# THE INPUT
###
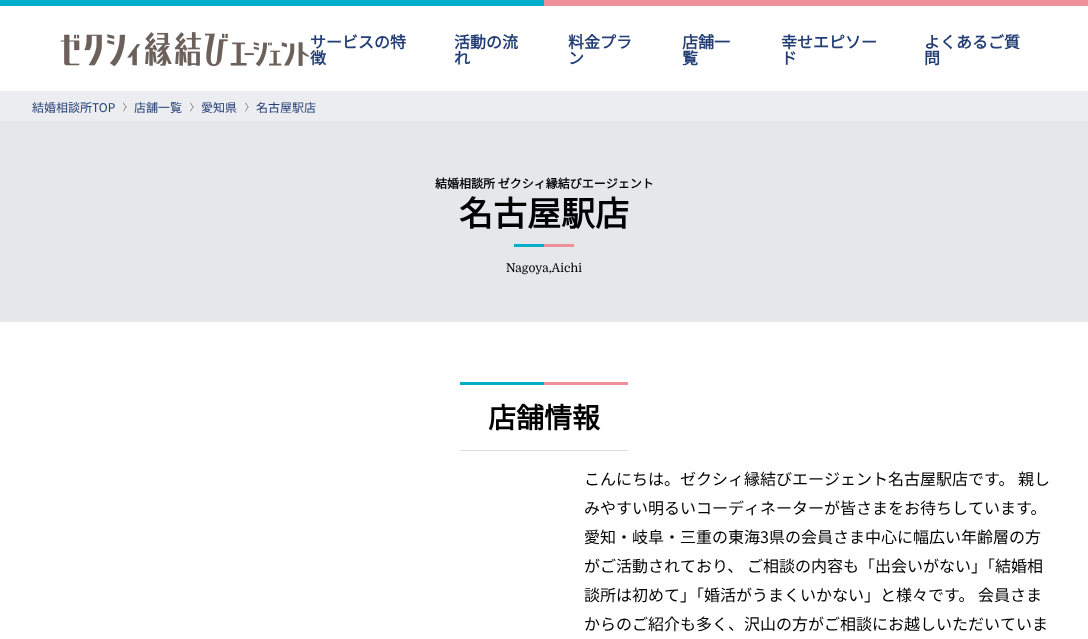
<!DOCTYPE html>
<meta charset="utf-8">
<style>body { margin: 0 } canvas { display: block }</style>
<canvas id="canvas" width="1088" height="639"></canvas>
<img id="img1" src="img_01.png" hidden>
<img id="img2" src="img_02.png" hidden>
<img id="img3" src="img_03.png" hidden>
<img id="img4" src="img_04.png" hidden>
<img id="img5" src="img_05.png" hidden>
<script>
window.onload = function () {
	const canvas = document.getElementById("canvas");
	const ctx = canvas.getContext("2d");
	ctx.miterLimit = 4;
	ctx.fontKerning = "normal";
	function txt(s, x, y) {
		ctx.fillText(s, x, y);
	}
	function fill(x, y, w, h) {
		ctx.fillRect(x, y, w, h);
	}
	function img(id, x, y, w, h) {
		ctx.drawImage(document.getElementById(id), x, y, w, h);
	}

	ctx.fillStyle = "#FFFFFF";
	fill(0, 0, 1088, 639);
	img("img1", 0, 0, 1088, 6);
	img("img2", 60, 32, 250, 35);
	ctx.fillStyle = "#ECEDF0";
	fill(0, 91, 1088, 30);
	img("img3", 122, 102, 5, 10);
	img("img3", 189, 102, 5, 10);
	img("img3", 244, 102, 5, 10);
	ctx.fillStyle = "#E5E7EB";
	fill(0, 121, 1088, 201);
	img("img4", 514, 244, 60, 3);
	img("img5", 460, 382, 168, 3);
	ctx.fillStyle = "#DEDEDE";
	fill(460, 450, 168, 1);
	ctx.font = "bold 16px Noto Sans JP";
	ctx.fillStyle = "#233E75";
	txt("サービスの特", 310, 48);
	txt("徴", 310, 64);
	txt("活動の流", 454, 48);
	txt("れ", 454, 64);
	txt("料金プラ", 568, 48);
	txt("ン", 568, 64);
	txt("店舗一", 682, 48);
	txt("覧", 682, 64);
	txt("幸せエピソー", 781, 48);
	txt("ド", 781, 64);
	txt("よくあるご質", 924, 48);
	txt("問", 924, 64);
	ctx.font = "100 12px Noto Sans JP";
	txt("結婚相談所TOP", 32, 112);
	txt("店舗一覧", 134, 112);
	txt("愛知県", 201, 112);
	txt("名古屋駅店", 256, 112);
	ctx.font = "bold 12px Noto Sans JP";
	ctx.fillStyle = "#000000";
	txt("結婚相談所 ゼクシィ縁結びエージェント", 435, 188);
	ctx.font = "bold 34px Noto Sans JP";
	txt("名古屋駅店", 459, 226);
	ctx.font = "12px Domine";
	txt("Nagoya,Aichi", 506, 272);
	ctx.font = "bold 28px Noto Sans JP";
	txt("店舗情報", 488, 428);
	ctx.font = "100 16px Noto Sans JP";
	txt("こんにちは。ゼクシィ縁結びエージェント名古屋駅店です。 親し", 584, 485);
	txt("みやすい明るいコーディネーターが皆さまをお待ちしています。", 584, 514);
	txt("愛知・岐阜・三重の東海3県の会員さま中心に幅広い年齢層の方", 584, 543);
	txt("がご活動されており、 ご相談の内容も「出会いがない」「結婚相", 584, 572);
	txt("談所は初めて」「婚活がうまくいかない」と様々です。 会員さま", 584, 601);
	txt("からのご紹介も多く、沢山の方がご相談にお越しいただいていま", 584, 630);
};
</script>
###
# YOUR TASK
Go through the listing above and return each line that includes the word "canvas".

# YOUR RESPONSE
<style>body { margin: 0 } canvas { display: block }</style>
<canvas id="canvas" width="1088" height="639"></canvas>
	const canvas = document.getElementById("canvas");
	const ctx = canvas.getContext("2d");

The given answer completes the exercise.